The Life of the World to Come is one of Kage Baker's Company novels. "Company" refers to Dr Zeus, a shadowy corporation in the 24th century that has the technology for immortality and time travel. One of the things they do, far in their past, is to find children who would otherwise have died and create immortal cyborgs out of them. Some of those cyborgs are Preservers. Their job is to find things that would otherwise have been destroyed and hide them in some safe place so that Dr Zeus can "discover" them in the 24th century. At the start of the novel we follow Mendoza, a Preserver whose specialty is botany. In previous books, Dr Zeus has sent her here and there to take samples of plants that are about to go extinct.

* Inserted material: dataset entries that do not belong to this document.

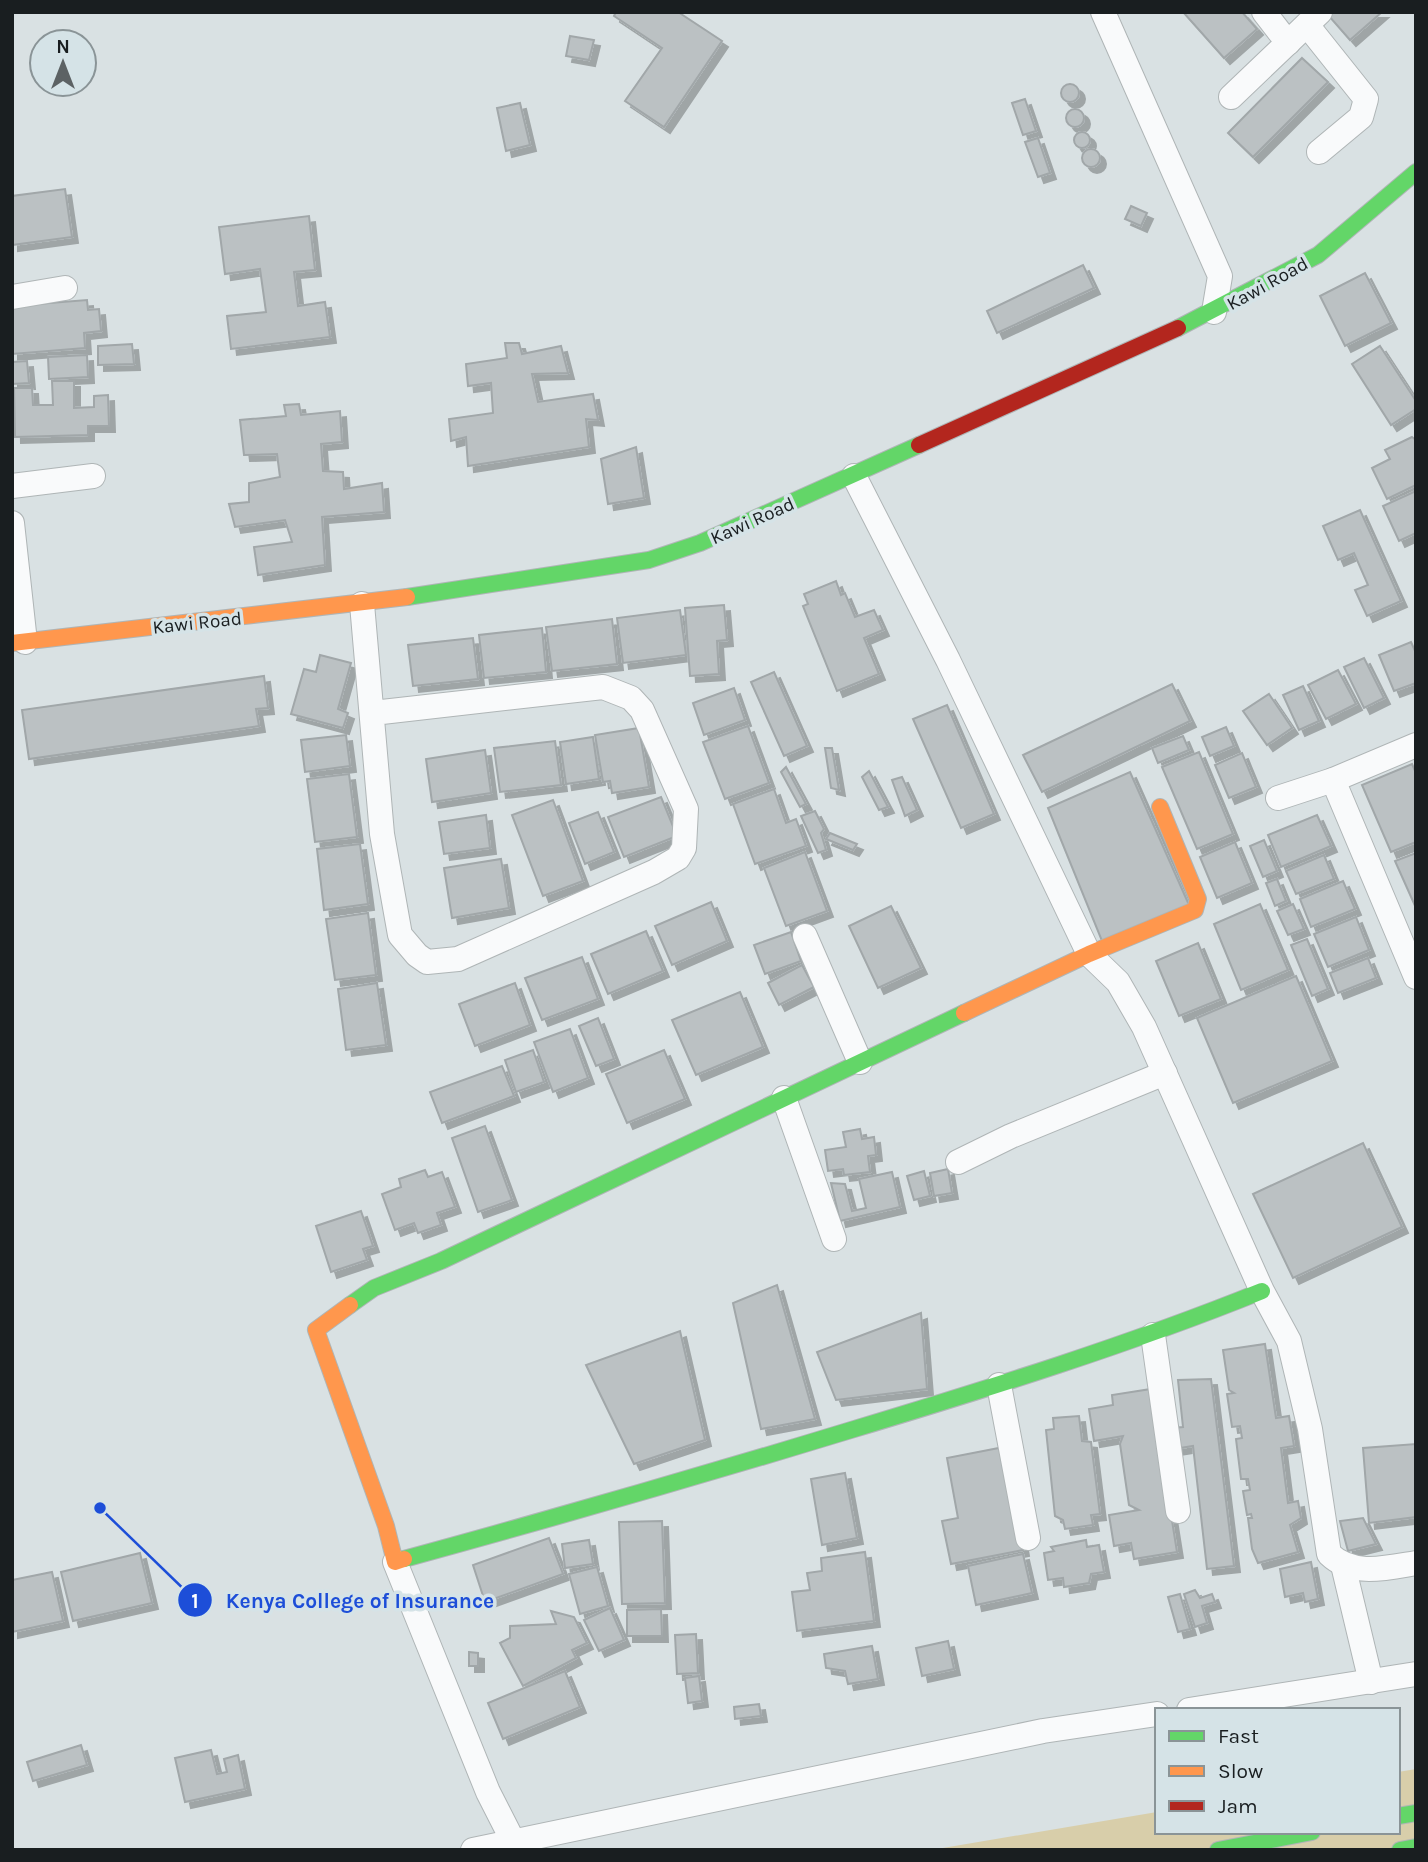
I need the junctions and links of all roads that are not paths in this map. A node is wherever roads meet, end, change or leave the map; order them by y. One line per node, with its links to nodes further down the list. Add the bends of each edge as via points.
1 (1103, 12): 10 (street, via 1220,276)
2 (1264, 12): 4 (street)
3 (1313, 19): 4 (street); 6 (street, via 1366,99 1361,117)
4 (1288, 43): 5 (street)
5 (1231, 97)
6 (1320, 152)
7 (1416, 172): 10 (main road, Kawi Road, via 1318,255)
8 (65, 288): 9 (street)
9 (12, 297)
10 (1214, 312): 12 (main road, Kawi Road)
11 (93, 476): 13 (street)
12 (854, 476): 15 (main road, Kawi Road, via 700,543 649,560); 24 (street)
13 (12, 486)
14 (12, 523): 16 (street)
15 (362, 604): 16 (main road, Kawi Road); 17 (street)
16 (19, 642)
17 (373, 713): 17 (street, via 382,834 395,915 400,935 427,961 457,959 496,944 654,872 678,858 684,848 686,809 642,710 619,691 603,687)
18 (1416, 745): 19 (street)
19 (1333, 780): 20 (street); 23 (street)
20 (1278, 799)
21 (1160, 807): 24 (main road, via 1198,899 1195,910)
22 (805, 936): 26 (street)
23 (1411, 951): 25 (street)
24 (1089, 954): 26 (main road); 27 (street, via 1118,982)
25 (1416, 977)
26 (860, 1062): 28 (main road)
27 (1166, 1073): 29 (street); 31 (street)
28 (784, 1098): 30 (street); 36 (main road, via 441,1261 374,1288 316,1330)
29 (958, 1161)
30 (834, 1239)
31 (1262, 1291): 32 (main road); 38 (street, via 1289,1341 1310,1429 1329,1554)
32 (1153, 1335): 33 (main road); 34 (street)
33 (999, 1385): 35 (street); 36 (main road, via 610,1503)
34 (1178, 1511)
35 (1028, 1538)
36 (395, 1562): 44 (street, via 488,1792)
37 (1416, 1563): 38 (street, via 1371,1570)
38 (1343, 1565): 40 (street)
39 (1416, 1674): 40 (street)
40 (1371, 1682): 41 (street)
41 (1202, 1708)
42 (1155, 1714): 44 (street, via 1043,1731)
43 (1302, 1834): 47 (main road)
44 (514, 1843): 46 (street)
45 (1416, 1847): 48 (main road)
46 (473, 1850)
47 (1218, 1850)
48 (1400, 1850)

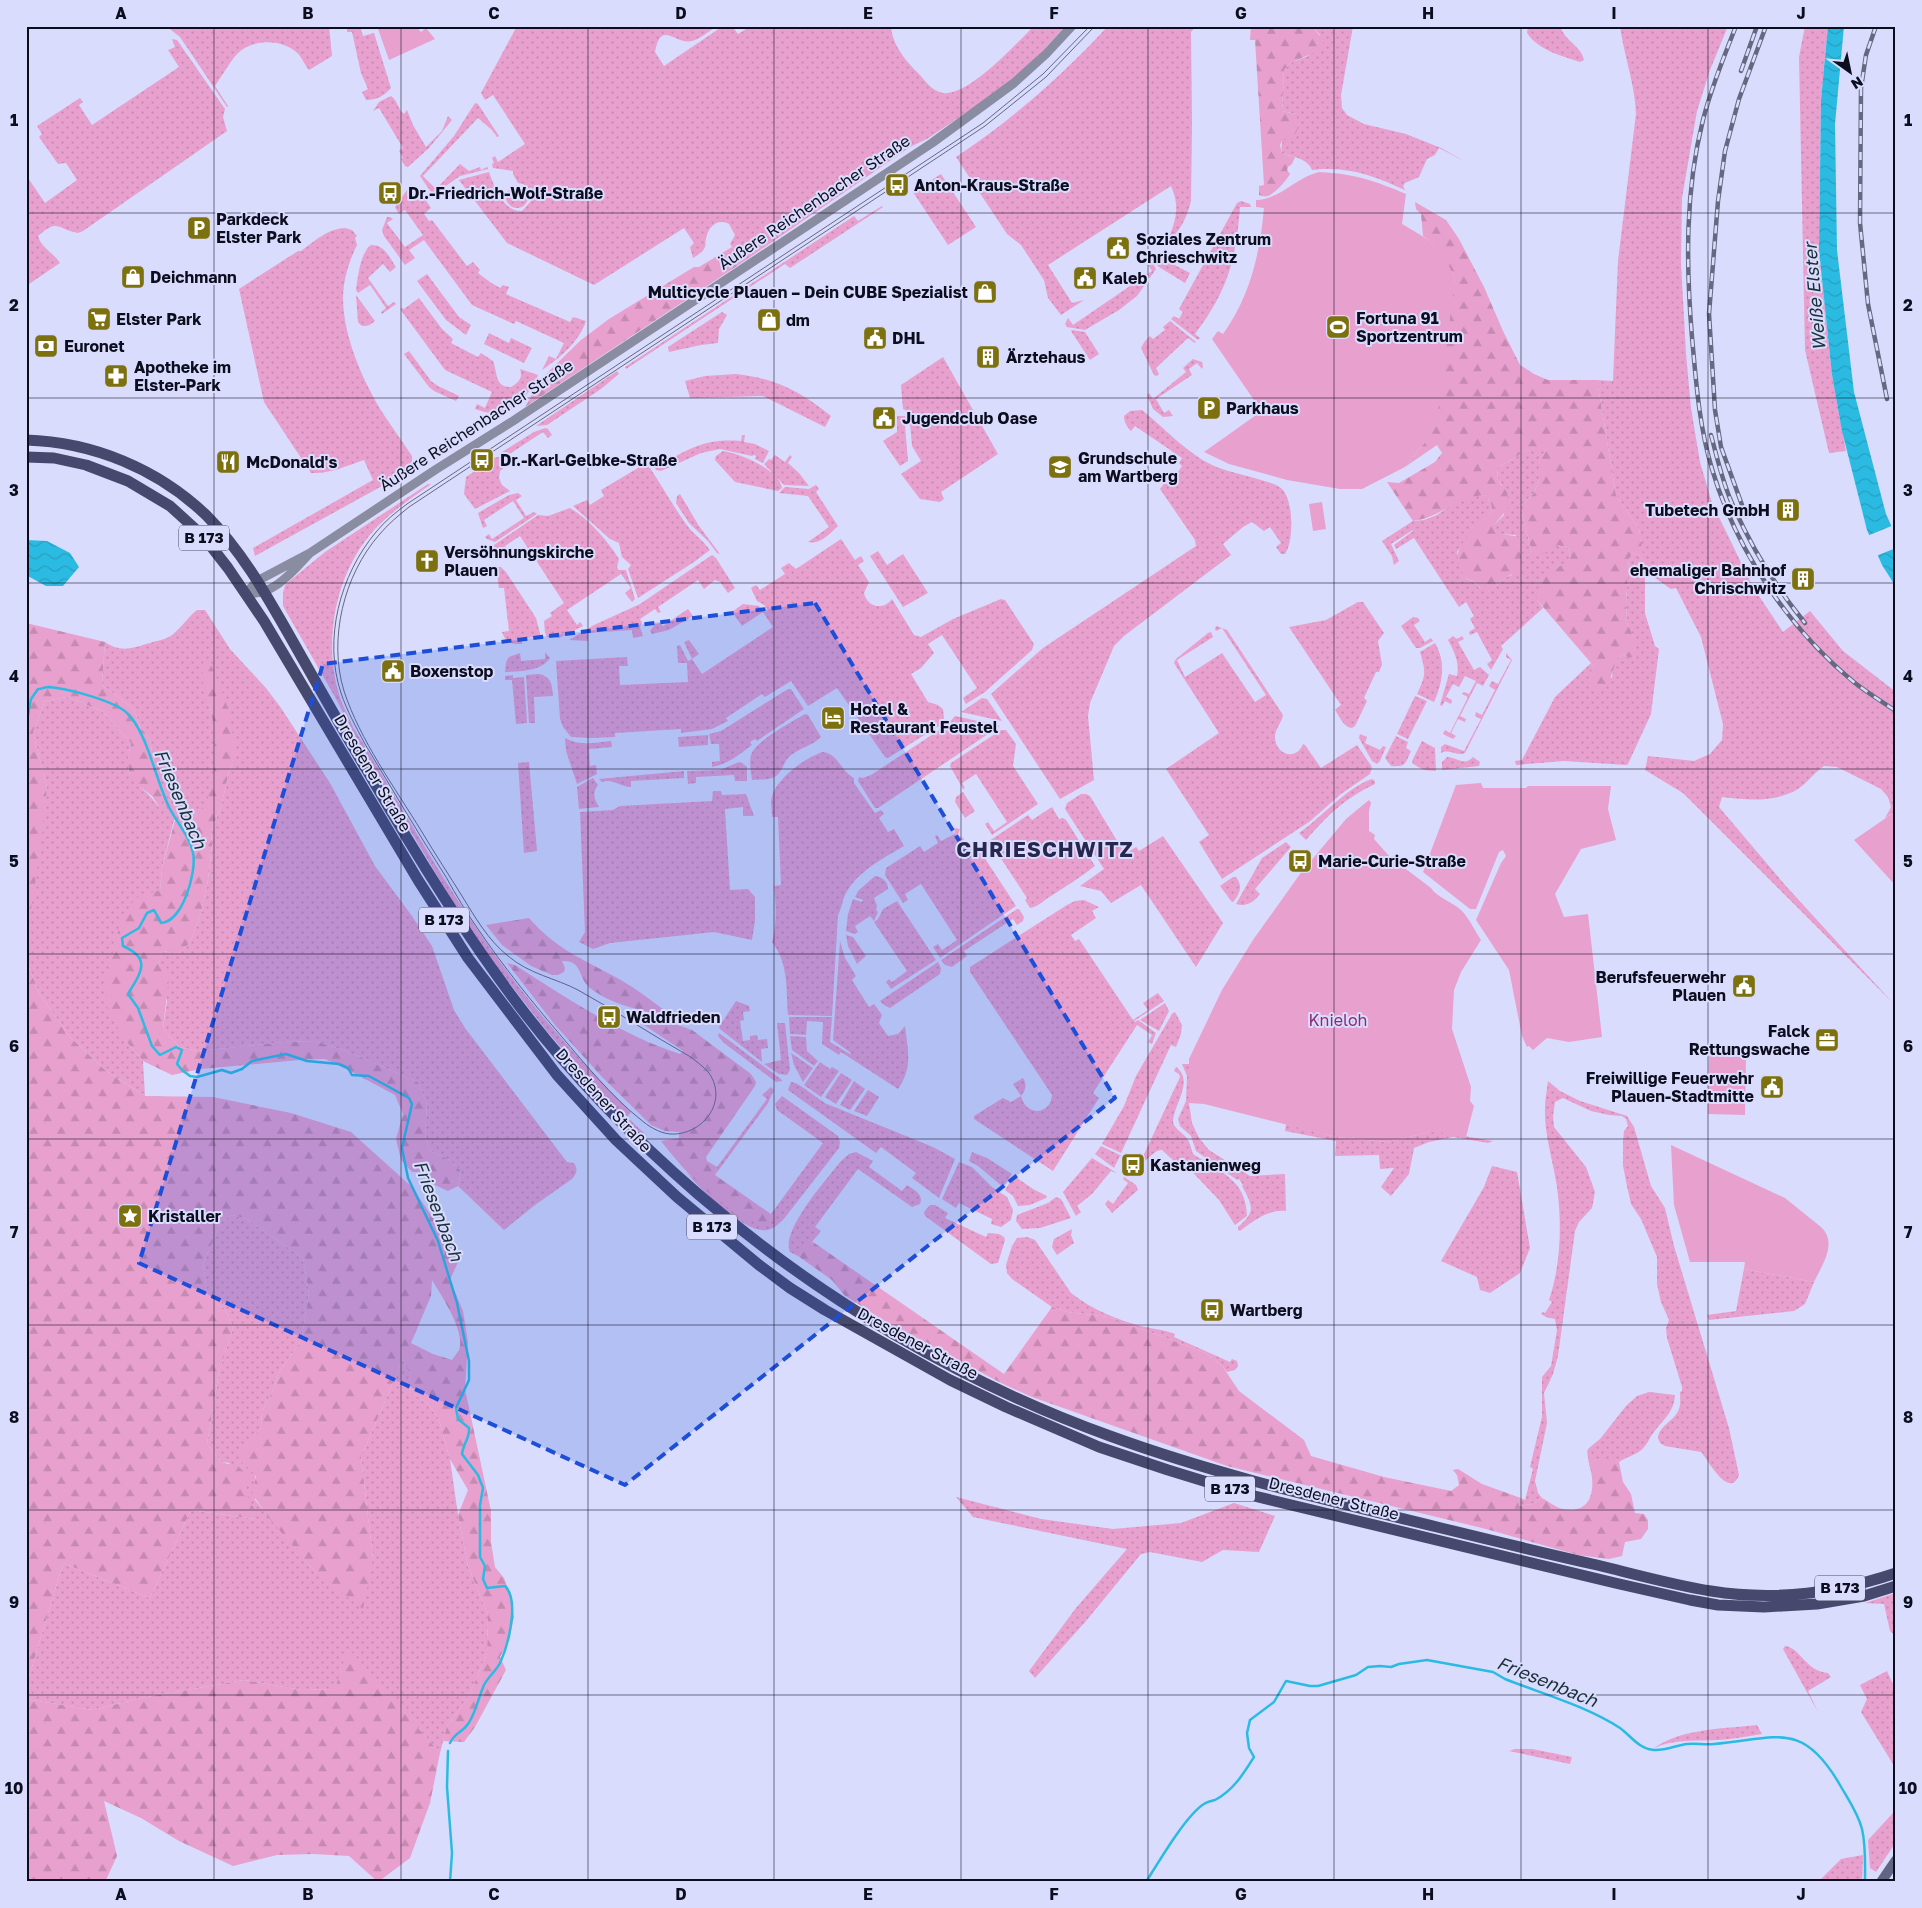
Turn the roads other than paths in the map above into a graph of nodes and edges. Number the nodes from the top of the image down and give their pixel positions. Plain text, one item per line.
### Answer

We first met Mendoza in Ms Baker's book The Garden of Iden and we see her again in Mendoza in Hollywood. This book follows those two. In The Garden of Iden, Mendoza has a lapse in judgment and falls in love with a mortal man. Worse, the man turns out to be something of an idealist, and that causes certain problems. In Mendoza in Hollywood, she falls in love again, and with a similar sort of man. And at the beginning of The Life of the World to Come, what should happen but a third similar mortal man drops pretty much right out of the sky onto the little island where Mendoza has been exiled in the distant past.

Naturally, it turns out that the three very similar men are connected. The connection is in the 24th century and, unlike other Company novels that I've read, much of The Life of the World to Come takes place there. There are interesting aspects to that, such as the three scholars we meet, but mostly the 24th century is a dreary place. Ms Baker seems to have more fun describing the past than the future. There is one pretty colorful character there. Ms Baker has reworked her story "Smart Alec" (published in Black Projects, White Knights) to be part of the book.

There's a lot of imagination in the book and we learn a fair amount about how Dr Zeus works. But only a few of the characters are compelling and Mendoza is reduced almost to the status of a heroine in a melodrama. And, I confess, there are aspects of the ending that I'm not especially fond of.

There are loads of grandfather paradoxes in the book, but it would be hard to write a time-travel novel without any. If you're prepared to ignore them, The Life of the World to Come is good fun, but not quite as much fun as some of Ms Baker's other novels. If the ending didn't suit me all that well, it leaves room for more novels to follow and I'm sure that I'll read them.